Davide Semilia
Copper Just Did Something Oil Never Could $5.23 a pound. That's where copper closed last week, flirting with its all-time high while missiles fly over the Strait of Hormuz and diplomats in Geneva accomplish nothing. Think about that for a second. Every other commodity is zigzagging on geopolitical headlines. Oil spikes on every Iran rumor. Gold catches a bid on every risk-off day. But copper? Copper doesn't care. It just keeps climbing. The reason is a story bigger than any war — the electrification supercycle. Every AI data center Google and Microsoft are racing to build needs roughly 30 tons of copper wiring. Every EV rolling off a Tesla or BYD line uses 4x more copper than a gas car. Every mile of grid upgrade, every solar farm, every wind turbine. Copper is the metal that makes the future physically possible. And here's the problem: supply can't keep up. Opening a new copper mine takes 15-20 years from discovery to production. Meanwhile demand projections show a 10 million ton deficit by 2035. That math doesn't bend. I've been watching $FCX (Freeport-McMoRan Inc) closely — Freeport-McMoRan is the purest large-cap play on this thesis. $SCCO (Southern Copper Corp) gives you exposure with a Latin American tilt. For the picks-and-shovels angle, $TECK (Teck Resources Ltd) and $BHP (BHP Group Ltd ADR) both have significant copper growth pipelines.
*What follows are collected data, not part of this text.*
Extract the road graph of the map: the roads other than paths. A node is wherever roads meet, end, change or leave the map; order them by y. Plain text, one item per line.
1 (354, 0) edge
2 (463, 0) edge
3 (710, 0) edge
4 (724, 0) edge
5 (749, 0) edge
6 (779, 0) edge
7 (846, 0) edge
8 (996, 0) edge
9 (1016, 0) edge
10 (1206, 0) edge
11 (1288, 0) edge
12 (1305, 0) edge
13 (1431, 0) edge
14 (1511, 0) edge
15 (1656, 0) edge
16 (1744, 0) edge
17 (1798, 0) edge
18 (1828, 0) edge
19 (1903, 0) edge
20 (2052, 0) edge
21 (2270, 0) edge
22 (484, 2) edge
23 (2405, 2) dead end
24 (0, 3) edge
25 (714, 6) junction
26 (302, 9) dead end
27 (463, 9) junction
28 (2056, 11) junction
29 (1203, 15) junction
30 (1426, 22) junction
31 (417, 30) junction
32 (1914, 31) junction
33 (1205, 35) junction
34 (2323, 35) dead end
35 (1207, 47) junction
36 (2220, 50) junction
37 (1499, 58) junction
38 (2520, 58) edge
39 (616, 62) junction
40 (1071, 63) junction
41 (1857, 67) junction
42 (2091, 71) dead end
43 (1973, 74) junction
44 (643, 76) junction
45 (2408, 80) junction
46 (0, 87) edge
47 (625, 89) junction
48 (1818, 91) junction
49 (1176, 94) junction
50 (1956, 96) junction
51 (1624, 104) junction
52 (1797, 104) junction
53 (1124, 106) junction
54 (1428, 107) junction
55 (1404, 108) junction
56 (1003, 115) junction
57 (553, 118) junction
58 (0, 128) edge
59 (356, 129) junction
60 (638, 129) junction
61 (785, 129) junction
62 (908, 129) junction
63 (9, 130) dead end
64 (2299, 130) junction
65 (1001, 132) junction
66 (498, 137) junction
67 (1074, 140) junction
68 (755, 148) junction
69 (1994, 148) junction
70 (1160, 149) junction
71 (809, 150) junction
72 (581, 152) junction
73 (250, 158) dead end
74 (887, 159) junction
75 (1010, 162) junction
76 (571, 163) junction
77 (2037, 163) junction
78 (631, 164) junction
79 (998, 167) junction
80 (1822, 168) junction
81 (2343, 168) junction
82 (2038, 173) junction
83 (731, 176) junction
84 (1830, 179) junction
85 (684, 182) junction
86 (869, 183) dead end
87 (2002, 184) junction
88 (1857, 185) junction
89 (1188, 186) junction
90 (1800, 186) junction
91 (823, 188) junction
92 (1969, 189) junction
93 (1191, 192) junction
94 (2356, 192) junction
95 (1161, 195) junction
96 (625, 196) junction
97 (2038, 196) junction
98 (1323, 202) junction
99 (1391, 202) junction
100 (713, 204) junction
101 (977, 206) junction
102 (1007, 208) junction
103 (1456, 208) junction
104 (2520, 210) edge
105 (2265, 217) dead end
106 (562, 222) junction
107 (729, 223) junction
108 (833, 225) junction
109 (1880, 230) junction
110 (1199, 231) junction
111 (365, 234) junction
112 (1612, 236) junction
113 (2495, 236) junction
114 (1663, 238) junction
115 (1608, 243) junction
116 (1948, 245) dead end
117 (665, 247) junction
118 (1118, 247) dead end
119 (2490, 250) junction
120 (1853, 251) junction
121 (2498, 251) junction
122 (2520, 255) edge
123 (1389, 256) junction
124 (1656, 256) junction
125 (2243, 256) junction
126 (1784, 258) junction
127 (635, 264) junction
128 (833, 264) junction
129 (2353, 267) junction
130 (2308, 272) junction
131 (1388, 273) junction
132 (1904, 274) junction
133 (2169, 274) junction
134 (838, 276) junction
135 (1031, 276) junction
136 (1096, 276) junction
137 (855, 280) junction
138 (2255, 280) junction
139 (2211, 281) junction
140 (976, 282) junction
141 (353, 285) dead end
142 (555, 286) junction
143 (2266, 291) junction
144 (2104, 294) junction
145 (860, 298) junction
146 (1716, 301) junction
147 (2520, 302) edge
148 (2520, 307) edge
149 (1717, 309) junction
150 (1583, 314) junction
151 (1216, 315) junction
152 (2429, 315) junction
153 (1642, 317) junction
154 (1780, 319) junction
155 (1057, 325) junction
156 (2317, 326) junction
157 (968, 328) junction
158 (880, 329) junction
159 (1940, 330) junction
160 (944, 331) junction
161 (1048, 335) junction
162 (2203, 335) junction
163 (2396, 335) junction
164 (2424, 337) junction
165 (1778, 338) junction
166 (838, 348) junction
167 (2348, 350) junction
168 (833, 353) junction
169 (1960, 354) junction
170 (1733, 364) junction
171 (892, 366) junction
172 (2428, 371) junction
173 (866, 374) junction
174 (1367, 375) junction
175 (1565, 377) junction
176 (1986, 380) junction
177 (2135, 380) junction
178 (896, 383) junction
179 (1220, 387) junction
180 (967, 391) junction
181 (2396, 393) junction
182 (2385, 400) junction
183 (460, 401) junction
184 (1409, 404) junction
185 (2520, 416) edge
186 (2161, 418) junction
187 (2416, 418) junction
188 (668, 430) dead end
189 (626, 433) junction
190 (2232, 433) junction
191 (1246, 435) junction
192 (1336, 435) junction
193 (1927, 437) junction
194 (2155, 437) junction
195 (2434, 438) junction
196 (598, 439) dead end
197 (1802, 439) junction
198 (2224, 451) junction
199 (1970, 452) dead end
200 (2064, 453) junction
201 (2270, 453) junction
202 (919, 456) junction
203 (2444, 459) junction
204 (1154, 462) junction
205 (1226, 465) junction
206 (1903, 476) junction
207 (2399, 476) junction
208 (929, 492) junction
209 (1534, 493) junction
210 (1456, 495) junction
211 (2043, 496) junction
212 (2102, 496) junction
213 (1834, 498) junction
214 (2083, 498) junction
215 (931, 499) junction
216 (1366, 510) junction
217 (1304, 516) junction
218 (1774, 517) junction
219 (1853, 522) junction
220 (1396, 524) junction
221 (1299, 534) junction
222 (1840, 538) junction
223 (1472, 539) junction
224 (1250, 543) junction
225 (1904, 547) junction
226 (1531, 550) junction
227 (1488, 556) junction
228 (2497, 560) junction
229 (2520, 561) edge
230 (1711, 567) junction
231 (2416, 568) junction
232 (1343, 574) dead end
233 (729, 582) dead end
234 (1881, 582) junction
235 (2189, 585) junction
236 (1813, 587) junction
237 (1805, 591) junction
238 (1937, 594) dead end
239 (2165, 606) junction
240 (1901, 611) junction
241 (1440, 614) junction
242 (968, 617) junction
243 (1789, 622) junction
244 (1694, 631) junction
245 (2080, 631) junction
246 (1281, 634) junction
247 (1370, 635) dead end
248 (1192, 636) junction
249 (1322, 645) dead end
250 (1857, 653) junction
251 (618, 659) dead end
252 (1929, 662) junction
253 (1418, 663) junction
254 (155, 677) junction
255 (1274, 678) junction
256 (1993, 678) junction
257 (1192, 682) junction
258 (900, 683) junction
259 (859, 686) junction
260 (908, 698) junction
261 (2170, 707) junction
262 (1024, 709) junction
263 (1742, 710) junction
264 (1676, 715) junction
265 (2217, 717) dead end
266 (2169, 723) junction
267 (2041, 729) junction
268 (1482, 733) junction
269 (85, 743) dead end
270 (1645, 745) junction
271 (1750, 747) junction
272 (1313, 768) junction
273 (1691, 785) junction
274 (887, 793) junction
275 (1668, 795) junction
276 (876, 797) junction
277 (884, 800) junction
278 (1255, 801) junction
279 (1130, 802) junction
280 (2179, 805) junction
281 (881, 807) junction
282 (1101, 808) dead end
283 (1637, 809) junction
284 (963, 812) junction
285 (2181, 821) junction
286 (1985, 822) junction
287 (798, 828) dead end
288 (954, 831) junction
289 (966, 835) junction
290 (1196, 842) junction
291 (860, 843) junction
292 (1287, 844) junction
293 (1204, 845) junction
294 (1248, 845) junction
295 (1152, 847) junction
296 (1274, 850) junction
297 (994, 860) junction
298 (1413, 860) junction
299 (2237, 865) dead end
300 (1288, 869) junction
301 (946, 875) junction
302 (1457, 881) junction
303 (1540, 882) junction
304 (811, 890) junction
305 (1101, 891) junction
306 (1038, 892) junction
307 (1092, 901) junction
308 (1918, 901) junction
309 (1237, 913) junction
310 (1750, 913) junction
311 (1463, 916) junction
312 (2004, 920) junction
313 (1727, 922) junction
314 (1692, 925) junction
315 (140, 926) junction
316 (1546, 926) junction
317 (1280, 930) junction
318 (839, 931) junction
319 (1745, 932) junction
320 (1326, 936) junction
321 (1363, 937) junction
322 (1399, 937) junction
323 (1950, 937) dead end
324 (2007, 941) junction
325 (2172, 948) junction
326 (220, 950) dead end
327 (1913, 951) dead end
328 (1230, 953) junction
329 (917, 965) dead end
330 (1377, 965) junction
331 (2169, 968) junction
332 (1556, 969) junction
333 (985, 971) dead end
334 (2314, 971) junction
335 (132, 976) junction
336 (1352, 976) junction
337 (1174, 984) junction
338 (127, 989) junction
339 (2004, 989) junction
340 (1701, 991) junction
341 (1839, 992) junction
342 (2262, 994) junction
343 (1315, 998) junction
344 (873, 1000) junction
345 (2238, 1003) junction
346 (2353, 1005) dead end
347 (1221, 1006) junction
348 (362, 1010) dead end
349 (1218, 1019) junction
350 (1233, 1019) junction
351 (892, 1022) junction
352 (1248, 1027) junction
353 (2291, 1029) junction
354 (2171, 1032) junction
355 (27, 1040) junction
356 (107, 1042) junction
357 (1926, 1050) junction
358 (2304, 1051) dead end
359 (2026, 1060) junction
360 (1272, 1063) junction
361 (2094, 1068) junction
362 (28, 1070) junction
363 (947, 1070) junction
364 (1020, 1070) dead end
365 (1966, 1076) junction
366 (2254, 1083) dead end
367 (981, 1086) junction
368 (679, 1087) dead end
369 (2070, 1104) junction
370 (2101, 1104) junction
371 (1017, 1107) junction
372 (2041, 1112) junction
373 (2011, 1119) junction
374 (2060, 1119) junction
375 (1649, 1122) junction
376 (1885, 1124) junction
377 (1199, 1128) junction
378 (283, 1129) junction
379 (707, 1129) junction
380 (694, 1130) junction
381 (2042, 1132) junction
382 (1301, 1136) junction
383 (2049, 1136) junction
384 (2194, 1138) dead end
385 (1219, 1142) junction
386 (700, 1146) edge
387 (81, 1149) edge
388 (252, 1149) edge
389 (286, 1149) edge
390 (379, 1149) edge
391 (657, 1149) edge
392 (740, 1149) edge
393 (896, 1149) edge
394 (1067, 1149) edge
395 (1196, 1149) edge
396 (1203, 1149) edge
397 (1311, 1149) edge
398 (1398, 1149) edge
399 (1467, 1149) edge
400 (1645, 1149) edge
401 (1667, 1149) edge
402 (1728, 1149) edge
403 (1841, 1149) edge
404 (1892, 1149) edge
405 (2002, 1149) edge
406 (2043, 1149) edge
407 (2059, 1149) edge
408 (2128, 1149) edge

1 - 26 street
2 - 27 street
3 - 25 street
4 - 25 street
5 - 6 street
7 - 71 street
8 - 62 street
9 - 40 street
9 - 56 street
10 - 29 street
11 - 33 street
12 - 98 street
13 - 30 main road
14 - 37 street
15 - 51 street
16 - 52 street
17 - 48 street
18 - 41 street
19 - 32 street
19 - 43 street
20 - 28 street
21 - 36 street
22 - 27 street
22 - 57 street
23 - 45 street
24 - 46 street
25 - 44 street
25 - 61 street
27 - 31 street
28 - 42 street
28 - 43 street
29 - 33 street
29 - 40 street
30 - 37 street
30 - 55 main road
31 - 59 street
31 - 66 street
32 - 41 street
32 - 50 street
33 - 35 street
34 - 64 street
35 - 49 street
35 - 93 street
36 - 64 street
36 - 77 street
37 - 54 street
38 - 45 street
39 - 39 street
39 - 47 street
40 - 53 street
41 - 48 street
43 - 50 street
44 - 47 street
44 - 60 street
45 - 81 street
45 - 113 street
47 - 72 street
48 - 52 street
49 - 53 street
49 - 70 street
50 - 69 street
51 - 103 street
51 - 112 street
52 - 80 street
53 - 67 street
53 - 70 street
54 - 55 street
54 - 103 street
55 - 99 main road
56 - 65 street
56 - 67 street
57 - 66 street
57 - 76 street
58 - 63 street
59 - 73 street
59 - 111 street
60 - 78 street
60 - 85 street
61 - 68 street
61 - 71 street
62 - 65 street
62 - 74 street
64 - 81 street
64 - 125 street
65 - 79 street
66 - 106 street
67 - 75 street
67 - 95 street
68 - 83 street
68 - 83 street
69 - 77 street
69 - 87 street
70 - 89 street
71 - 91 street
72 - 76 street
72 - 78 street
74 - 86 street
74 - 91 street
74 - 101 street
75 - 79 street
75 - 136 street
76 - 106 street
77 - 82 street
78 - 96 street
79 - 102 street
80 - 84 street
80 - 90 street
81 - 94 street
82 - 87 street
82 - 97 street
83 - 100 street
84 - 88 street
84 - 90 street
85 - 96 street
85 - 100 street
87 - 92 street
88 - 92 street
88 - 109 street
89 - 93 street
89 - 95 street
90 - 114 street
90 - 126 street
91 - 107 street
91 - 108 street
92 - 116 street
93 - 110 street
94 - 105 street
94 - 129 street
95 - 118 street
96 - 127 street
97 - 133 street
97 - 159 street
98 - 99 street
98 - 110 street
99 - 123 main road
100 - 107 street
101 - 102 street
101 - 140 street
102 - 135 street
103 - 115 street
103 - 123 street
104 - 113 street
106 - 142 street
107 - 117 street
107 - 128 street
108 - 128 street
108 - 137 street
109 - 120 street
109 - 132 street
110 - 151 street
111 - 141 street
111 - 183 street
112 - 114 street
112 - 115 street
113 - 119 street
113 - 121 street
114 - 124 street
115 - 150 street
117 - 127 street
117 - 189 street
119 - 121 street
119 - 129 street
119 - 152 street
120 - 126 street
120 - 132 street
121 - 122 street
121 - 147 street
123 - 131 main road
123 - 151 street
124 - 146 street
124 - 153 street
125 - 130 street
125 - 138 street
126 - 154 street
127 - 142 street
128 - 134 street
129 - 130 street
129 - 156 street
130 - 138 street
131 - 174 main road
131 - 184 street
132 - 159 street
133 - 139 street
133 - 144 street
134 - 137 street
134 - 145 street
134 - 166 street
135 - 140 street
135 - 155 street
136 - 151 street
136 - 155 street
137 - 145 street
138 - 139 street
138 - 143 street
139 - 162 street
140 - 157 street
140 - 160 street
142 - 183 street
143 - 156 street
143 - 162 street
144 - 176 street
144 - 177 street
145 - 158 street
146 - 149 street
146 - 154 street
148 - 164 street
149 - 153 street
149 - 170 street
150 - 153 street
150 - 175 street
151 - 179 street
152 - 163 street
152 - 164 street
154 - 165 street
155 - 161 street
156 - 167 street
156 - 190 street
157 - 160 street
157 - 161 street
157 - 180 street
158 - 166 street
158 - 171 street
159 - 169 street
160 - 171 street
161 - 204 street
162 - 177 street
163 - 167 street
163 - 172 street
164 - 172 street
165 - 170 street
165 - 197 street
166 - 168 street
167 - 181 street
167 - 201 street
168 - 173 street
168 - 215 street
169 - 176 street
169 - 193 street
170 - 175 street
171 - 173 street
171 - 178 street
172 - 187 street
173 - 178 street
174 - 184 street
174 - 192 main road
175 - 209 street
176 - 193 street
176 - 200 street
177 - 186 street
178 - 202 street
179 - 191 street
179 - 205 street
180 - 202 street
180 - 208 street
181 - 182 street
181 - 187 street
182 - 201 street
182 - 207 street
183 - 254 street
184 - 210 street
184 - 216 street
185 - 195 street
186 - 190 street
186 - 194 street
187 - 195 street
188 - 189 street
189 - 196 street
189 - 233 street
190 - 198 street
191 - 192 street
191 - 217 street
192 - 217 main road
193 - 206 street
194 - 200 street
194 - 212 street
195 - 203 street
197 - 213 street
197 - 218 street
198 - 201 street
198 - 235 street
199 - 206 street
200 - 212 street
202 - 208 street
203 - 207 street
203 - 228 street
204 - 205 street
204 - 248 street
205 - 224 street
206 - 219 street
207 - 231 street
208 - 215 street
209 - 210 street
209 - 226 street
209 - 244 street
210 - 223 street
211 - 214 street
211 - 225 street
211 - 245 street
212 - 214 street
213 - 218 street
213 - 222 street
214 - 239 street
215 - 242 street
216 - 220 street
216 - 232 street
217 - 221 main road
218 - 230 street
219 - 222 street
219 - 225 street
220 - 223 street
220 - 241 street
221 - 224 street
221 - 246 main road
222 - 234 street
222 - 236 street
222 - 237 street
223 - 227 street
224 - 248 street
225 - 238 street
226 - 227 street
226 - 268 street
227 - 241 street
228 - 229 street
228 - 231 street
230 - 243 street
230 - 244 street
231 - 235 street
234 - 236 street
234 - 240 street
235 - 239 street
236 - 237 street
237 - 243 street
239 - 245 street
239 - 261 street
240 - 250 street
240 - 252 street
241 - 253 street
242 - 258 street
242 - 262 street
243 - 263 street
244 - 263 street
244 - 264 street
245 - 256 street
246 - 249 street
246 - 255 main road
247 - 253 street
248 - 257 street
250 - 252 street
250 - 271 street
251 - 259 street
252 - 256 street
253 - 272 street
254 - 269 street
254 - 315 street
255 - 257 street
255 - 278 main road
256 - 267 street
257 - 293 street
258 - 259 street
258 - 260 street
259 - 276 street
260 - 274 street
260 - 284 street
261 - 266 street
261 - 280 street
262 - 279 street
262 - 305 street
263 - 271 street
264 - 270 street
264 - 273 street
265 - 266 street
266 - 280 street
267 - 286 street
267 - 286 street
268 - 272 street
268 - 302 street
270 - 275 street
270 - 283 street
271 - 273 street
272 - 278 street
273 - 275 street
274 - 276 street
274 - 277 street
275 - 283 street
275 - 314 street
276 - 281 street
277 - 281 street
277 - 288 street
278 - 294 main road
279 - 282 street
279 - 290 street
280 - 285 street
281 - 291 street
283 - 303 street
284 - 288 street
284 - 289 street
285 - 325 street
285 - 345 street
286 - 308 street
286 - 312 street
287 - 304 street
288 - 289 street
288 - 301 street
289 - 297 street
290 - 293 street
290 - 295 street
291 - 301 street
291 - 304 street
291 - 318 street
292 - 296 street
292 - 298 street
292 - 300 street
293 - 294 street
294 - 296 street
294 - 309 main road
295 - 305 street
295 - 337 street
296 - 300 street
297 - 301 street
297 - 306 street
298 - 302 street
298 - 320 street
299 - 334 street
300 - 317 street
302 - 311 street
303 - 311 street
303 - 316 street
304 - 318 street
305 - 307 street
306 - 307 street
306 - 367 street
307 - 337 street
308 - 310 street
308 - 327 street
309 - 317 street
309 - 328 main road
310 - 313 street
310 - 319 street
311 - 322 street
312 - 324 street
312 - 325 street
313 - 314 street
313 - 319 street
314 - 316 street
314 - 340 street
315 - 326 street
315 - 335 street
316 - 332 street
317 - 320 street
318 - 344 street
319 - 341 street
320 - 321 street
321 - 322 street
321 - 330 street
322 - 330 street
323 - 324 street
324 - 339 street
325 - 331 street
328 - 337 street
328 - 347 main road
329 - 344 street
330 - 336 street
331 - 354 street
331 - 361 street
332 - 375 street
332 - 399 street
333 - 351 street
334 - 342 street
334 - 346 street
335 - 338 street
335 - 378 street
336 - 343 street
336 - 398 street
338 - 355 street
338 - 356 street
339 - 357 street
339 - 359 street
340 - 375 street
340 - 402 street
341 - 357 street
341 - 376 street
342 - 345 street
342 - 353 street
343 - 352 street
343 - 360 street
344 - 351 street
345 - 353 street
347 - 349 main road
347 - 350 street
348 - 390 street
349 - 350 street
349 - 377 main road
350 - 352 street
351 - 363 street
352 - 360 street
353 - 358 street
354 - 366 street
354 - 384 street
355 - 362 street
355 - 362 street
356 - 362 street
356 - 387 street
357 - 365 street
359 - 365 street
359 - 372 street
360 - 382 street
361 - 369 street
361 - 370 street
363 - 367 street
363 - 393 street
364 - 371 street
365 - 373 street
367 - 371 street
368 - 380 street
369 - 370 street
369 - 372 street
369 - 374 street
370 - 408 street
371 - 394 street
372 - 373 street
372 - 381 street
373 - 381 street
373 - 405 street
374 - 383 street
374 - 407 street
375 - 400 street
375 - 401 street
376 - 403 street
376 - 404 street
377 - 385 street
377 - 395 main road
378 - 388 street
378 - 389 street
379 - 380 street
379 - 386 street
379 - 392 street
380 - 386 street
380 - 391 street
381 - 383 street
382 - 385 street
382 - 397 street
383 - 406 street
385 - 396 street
And if you want the ETF route, $COPX (Global X Copper Miners Etf) captures the whole mining ecosystem. Copper used to be called Dr. Copper because it diagnosed the economy. Now it's diagnosing something else entirely — a structural shortage that geopolitics can't derail. $FCX $SCCO $TECK $BHP $COPX
Not investment advice. The author may have financial interests in the mentioned instruments.